ICTs can support institutions in the process of assessing available information (e.g. regarding vulnerability, climatic impacts, adaptive practices) in order to inform decision-making processes. Tools such as Internet-based platforms, mobile phones, radio and e-mail can enable open consultation processes to assess vulnerabilities, identify priorities and adaptation practices, and systematise information gathered at the local level. ICT-enabled models and projections can help institutions to identify and assess current and future climatic risks.

2. Prioritisation of Adaptation Actions

ICTs such as Geographic Information Systems (GIS), remote sensing and aerial photography can help institutions to identify key issues, areas, sectors or populations that are most vulnerable to the impacts of climate change, in order to prioritise adaptation actions. The use of the Internet, Web 2.0 and social media tools (e.g. blogs, Facebook, Twitter) can support institutional efforts to engage a wide set of stakeholders in the identification of climate change related priorities, and to make the process more transparent.

3. Coordination of Efforts at Multiple Levels

ICTs can play a key role in the articulation of adaptation efforts among institutions at various levels. The use of e-mail, mobile phones, online forums, discussion lists, wikis, and videoconferences, among others, can facilitate information and knowledge sharing, fostering horizontal coordination (e.g. among government agencies), vertical coordination (e.g. among Ministries and local institutions) and inter-sectoral coordination (e.g. among markets and local associations).

4. Information Management

ICT tools can support institutions in the process of gathering, systematizing, analysing and disseminating climate change information. The Internet and online training programs can contribute to build institutional capacities and to access relevant information in the adaptation field, strengthening institutional decision-making processes. Widely spread mobile telephony can help institutions to collect and monitor data on local resources (e.g. water levels, deforestation, pests and crop quality problems), while tools such as radio and participative videos can contribute to the delivery of non-technical information in user-friendly formats and local languages. Web 2.0 tools, including blogs and social media sites, provide new channels for the creation and dissemination of information and experiences among a broader set of users.

5. Climate Risk Reduction

ICTs such as remote sensing and GPS can support institutions in the identification of risks and development priorities within vulnerable areas (including at-risk infrastructure and natural resources). ICT-enabled climate change models and projections can help institutions to identify current and future risks, and engage a wide range of stakeholders in the participatory assessment of adaptation options (e.g. through online consultation processes, online surveys, synchronic and asynchronous interactions). Institutions can also use Internet based applications and participatory videos to document and draw upon traditional knowledge, integrating indigenous practices in the design of climate risk reduction strategies.

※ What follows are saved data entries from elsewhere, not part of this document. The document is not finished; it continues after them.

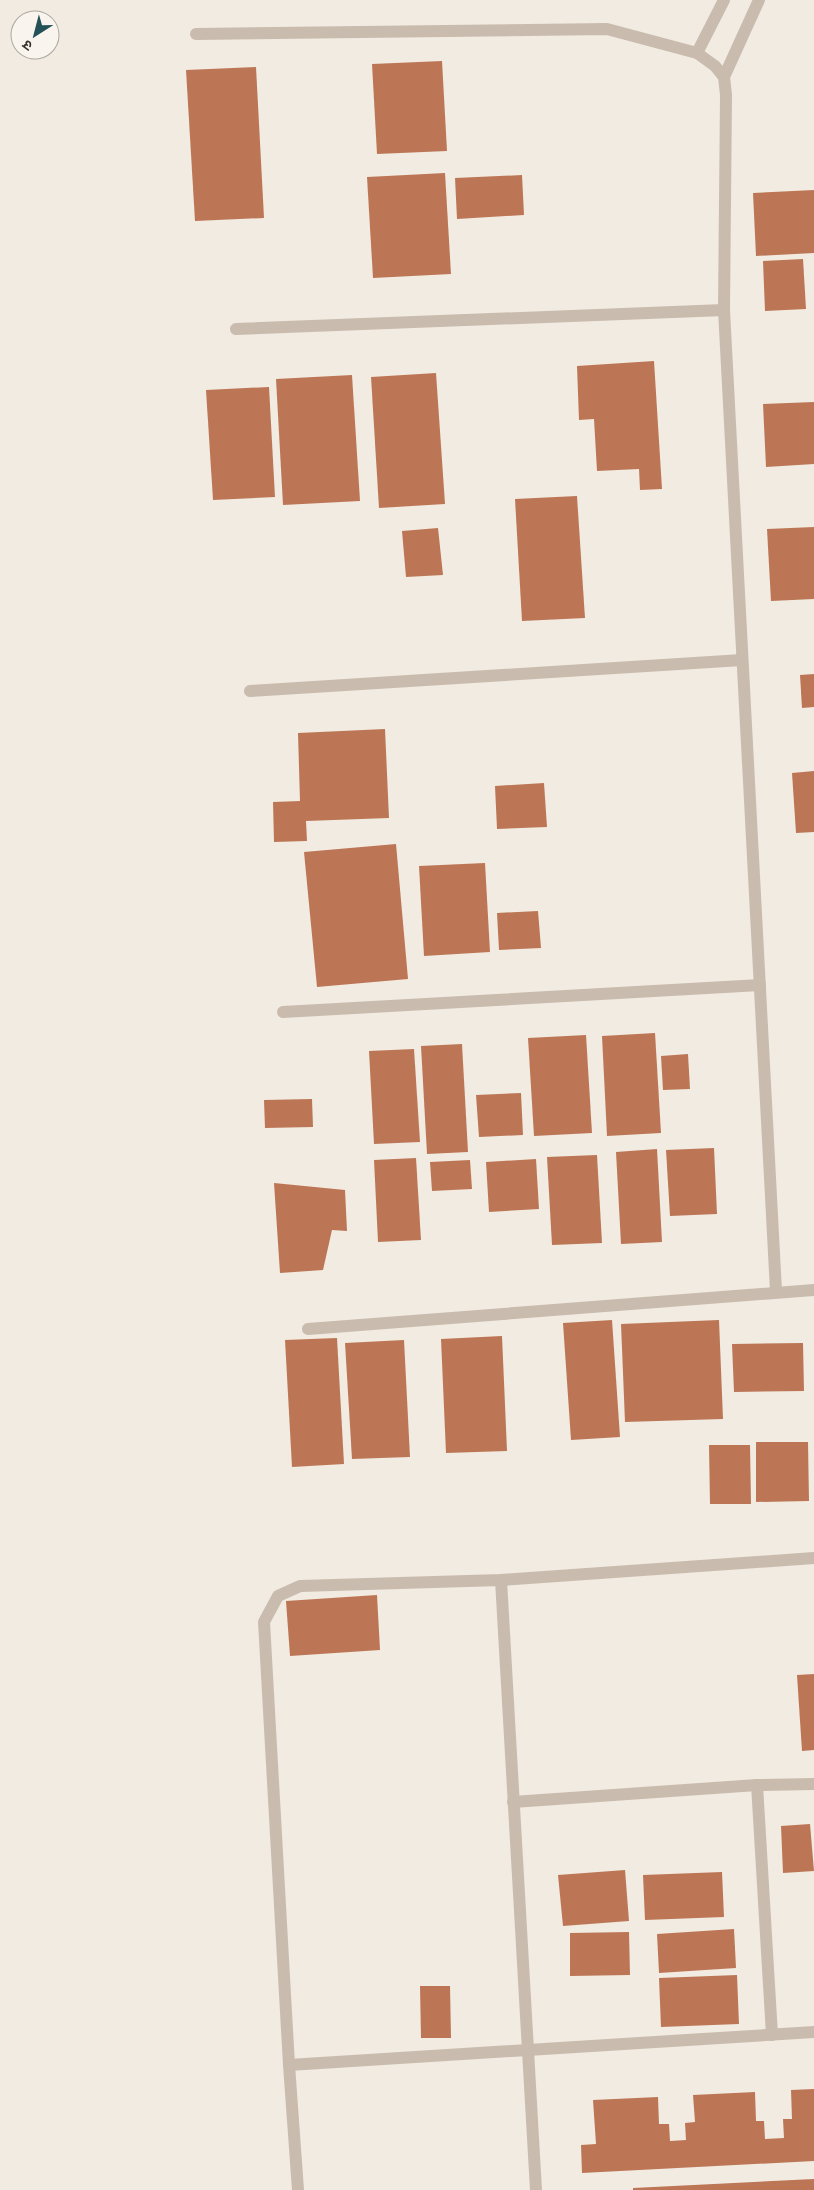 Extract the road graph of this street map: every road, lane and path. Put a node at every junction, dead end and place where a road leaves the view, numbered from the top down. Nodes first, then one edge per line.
1 (724, 0) edge
2 (759, 0) edge
3 (196, 34) dead end
4 (697, 53) junction
5 (724, 77) junction
6 (724, 310) junction
7 (236, 329) dead end
8 (742, 660) junction
9 (250, 691) dead end
10 (760, 985) junction
11 (283, 1012) dead end
12 (814, 1290) edge
13 (776, 1291) junction
14 (308, 1329) dead end
15 (814, 1558) edge
16 (501, 1580) junction
17 (814, 1784) edge
18 (757, 1785) junction
19 (513, 1802) junction
20 (814, 2032) edge
21 (772, 2035) junction
22 (528, 2050) junction
23 (289, 2065) junction
24 (298, 2190) edge
25 (536, 2190) edge

1 - 4 street
2 - 5 street
3 - 4 street
4 - 5 street
5 - 6 street
6 - 7 street
6 - 8 street
8 - 9 street
8 - 10 street
10 - 11 street
10 - 13 street
12 - 13 street
13 - 14 street
15 - 16 street
16 - 19 street
16 - 23 street
17 - 18 street
18 - 19 street
18 - 21 street
19 - 22 street
20 - 21 street
21 - 22 street
22 - 23 street
22 - 25 street
23 - 24 street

Table 1. Linkages between ICTs and Institutional Functions Towards Climate Change Adaptation.*Adapted from WRI (2009), ‘The National Adaptive Capacity Framework’, World Resources Institute, Washington DC.

The role of institutions is one of the most critical components of adaptation processes, particularly within developing contexts. As this (non-exhaustive) table of examples suggests, ICTs have the potential to strengthen the role of institutions towards climate change adaptation through interventions focused on institutional assessments, prioritisation of actions, coordination of efforts, information management and risk reduction.  The realisation of these institutional functions -or their absence- (e.g. the lack of vulnerability assessments or the lack of institutional coordination) can either enable or constraint the implementation of adaptation actions at the national, the sectoral or the community level.

As experiences at the intersection of the climate change, ICTs and development fields continue to emerge, further research will be required on the use of these tools to strengthen the capacity of institutions in the adaptation field, particularly within vulnerable contexts.